Esto refuerza la paradoja: ¿Hay en verdad “tregua” o “cese al fuego”…— Nubia Carolina Córdoba-Curi (@NubiaCarolinaCC) January 6, 2025
Este tipo de ataques resalta la creciente desconfianza hacia los acuerdos de paz y cese de hostilidades entre el gobierno y grupos armados ilegales, que a menudo se ven incumplidos en la práctica.
Solicitud de refuerzo militar ante la creciente violencia
Ante la escalada de violencia, la gobernadora hizo un llamado urgente al Ejército, solicitando un mayor despliegue de tropas en la región. En este sentido, pidió a la XV Brigada reforzar la seguridad en las vías. Especialmente ahora que se espera un incremento en el flujo vehicular debido al retorno vacacional. La carretera Quibdó-Pereira es una de las más importantes de la región, y su afectación podría tener repercusiones significativas en la movilidad y la economía local.
En sus declaraciones. Córdoba también hizo énfasis en la necesidad de garantizar la seguridad de los transportistas y de las comunidades que dependen de estas rutas para su sustento. La gobernadora subrayó que la situación de inseguridad está impactando de manera directa al comercio y los servicios en la región. Lo que agrava aún más la crisis humanitaria que ya enfrentan los habitantes del Chocó.
El Chocó ha sido una de las zonas más afectadas por la violencia en Colombia. Especialmente debido a la presencia de grupos armados ilegales como el ELN y las disidencias de las FARC. La región es un punto estratégico para el tráfico de drogas, y las luchas entre estos grupos por el control de rutas ilegales han generado un clima de terror en las comunidades.
Los ataques a infraestructura vial no solo afectan la movilidad, sino que también tienen consecuencias económicas graves, al interrumpir el flujo de mercancías esenciales. La violencia también ha desplazado a miles de personas, que se ven obligadas a abandonar sus hogares y buscar refugio en otras zonas más seguras.
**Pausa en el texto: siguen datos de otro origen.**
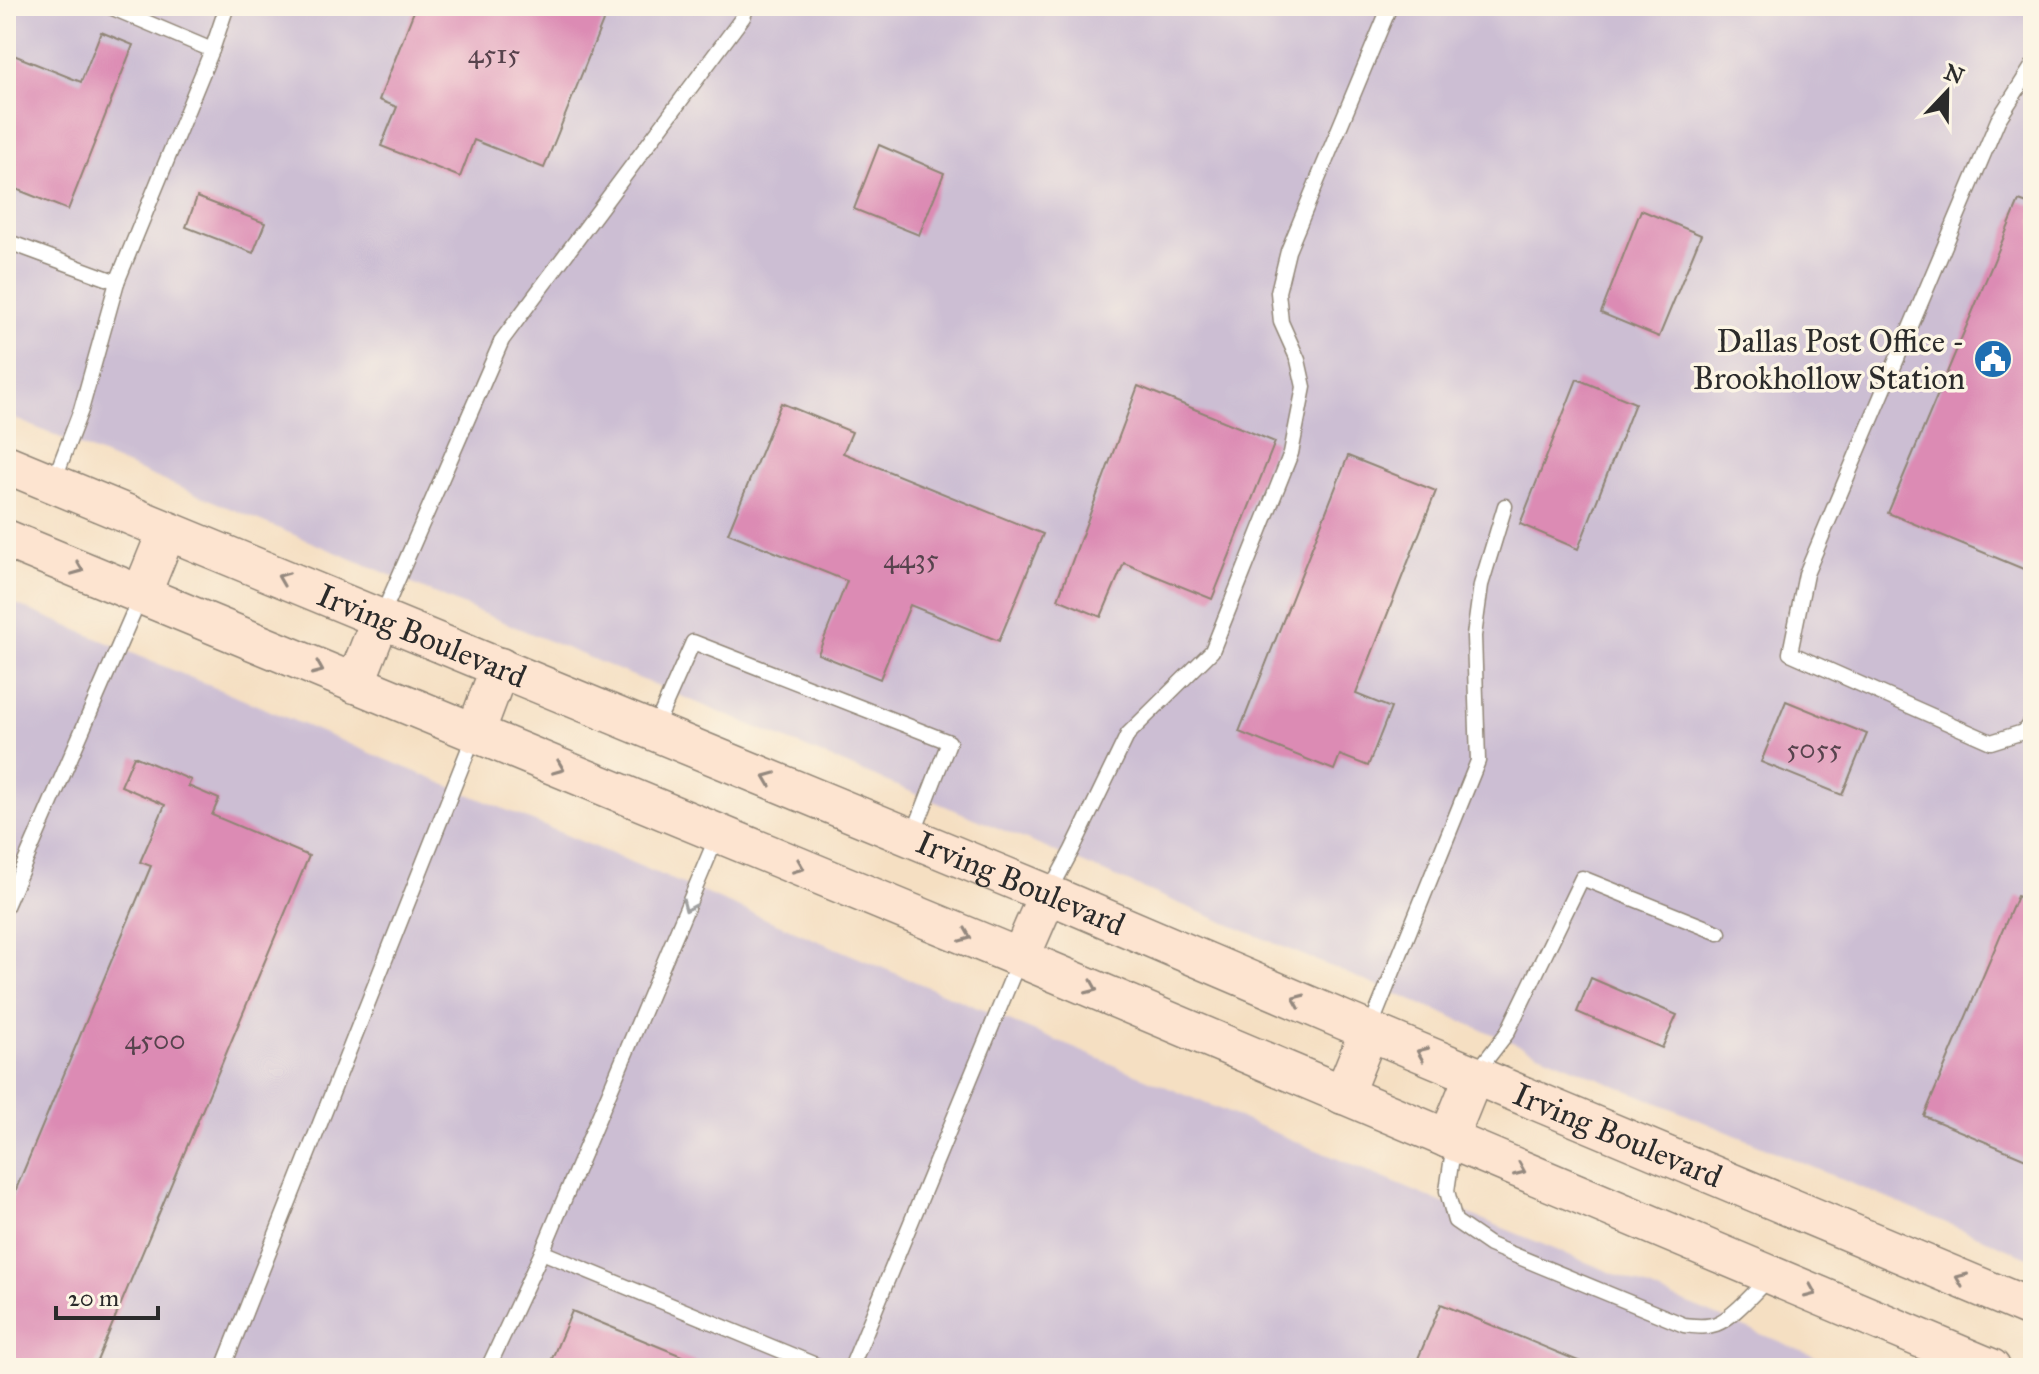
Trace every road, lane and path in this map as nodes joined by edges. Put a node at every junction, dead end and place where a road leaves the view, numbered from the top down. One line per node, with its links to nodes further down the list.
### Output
1 (108, 6): 5 (lane)
2 (227, 6): 5 (lane)
3 (747, 6): 15 (lane)
4 (1390, 6): 23 (lane)
5 (212, 50): 8 (lane)
6 (2033, 65): 18 (lane)
7 (6, 241): 8 (lane)
8 (117, 282): 10 (lane)
9 (6, 464): 10 (main road, Irving Boulevard)
10 (53, 483): 12 (main road, Irving Boulevard)
11 (1505, 506): 27 (lane)
12 (167, 531): 14 (main road); 15 (main road, Irving Boulevard, one-way to 12)
13 (8, 541): 14 (main road, one-way to 14)
14 (141, 595): 17 (main road, one-way to 17); 24 (lane)
15 (381, 618): 16 (main road, Irving Boulevard); 17 (main road)
16 (500, 667): 19 (main road, Irving Boulevard); 20 (main road)
17 (355, 684): 20 (main road)
18 (2033, 720)
19 (654, 731): 22 (main road, Irving Boulevard, one-way to 19); 22 (lane)
20 (475, 733): 21 (main road, one-way to 21); 35 (lane)
21 (719, 834): 26 (main road, one-way to 26); 31 (lane, one-way to 31)
22 (912, 838): 23 (main road, Irving Boulevard)
23 (1048, 894): 26 (main road); 27 (main road, Irving Boulevard, one-way to 23)
24 (6, 906)
25 (1719, 933): 28 (lane)
26 (1020, 958): 29 (main road, one-way to 29); 38 (lane)
27 (1369, 1031): 28 (main road, Irving Boulevard, one-way to 27); 29 (main road)
28 (1474, 1075): 30 (main road); 33 (main road, Irving Boulevard, one-way to 28)
29 (1343, 1095): 30 (main road)
30 (1451, 1141): 32 (main road, one-way to 32); 32 (lane)
31 (542, 1252): 36 (lane); 37 (lane)
32 (1772, 1276): 34 (main road, one-way to 34)
33 (2033, 1309)
34 (1983, 1366)
35 (223, 1368)
36 (488, 1368)
37 (823, 1368)
38 (851, 1368)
La situación en el Chocó ha empeorado en los últimos meses. Lo que ha llevado a las autoridades a solicitar más recursos y un mayor apoyo del gobierno central para garantizar la seguridad y estabilidad en el departamento. Sin embargo, los recientes ataques del ELN y otros grupos ilegales demuestran que aún queda mucho por hacer para restaurar la paz en la región.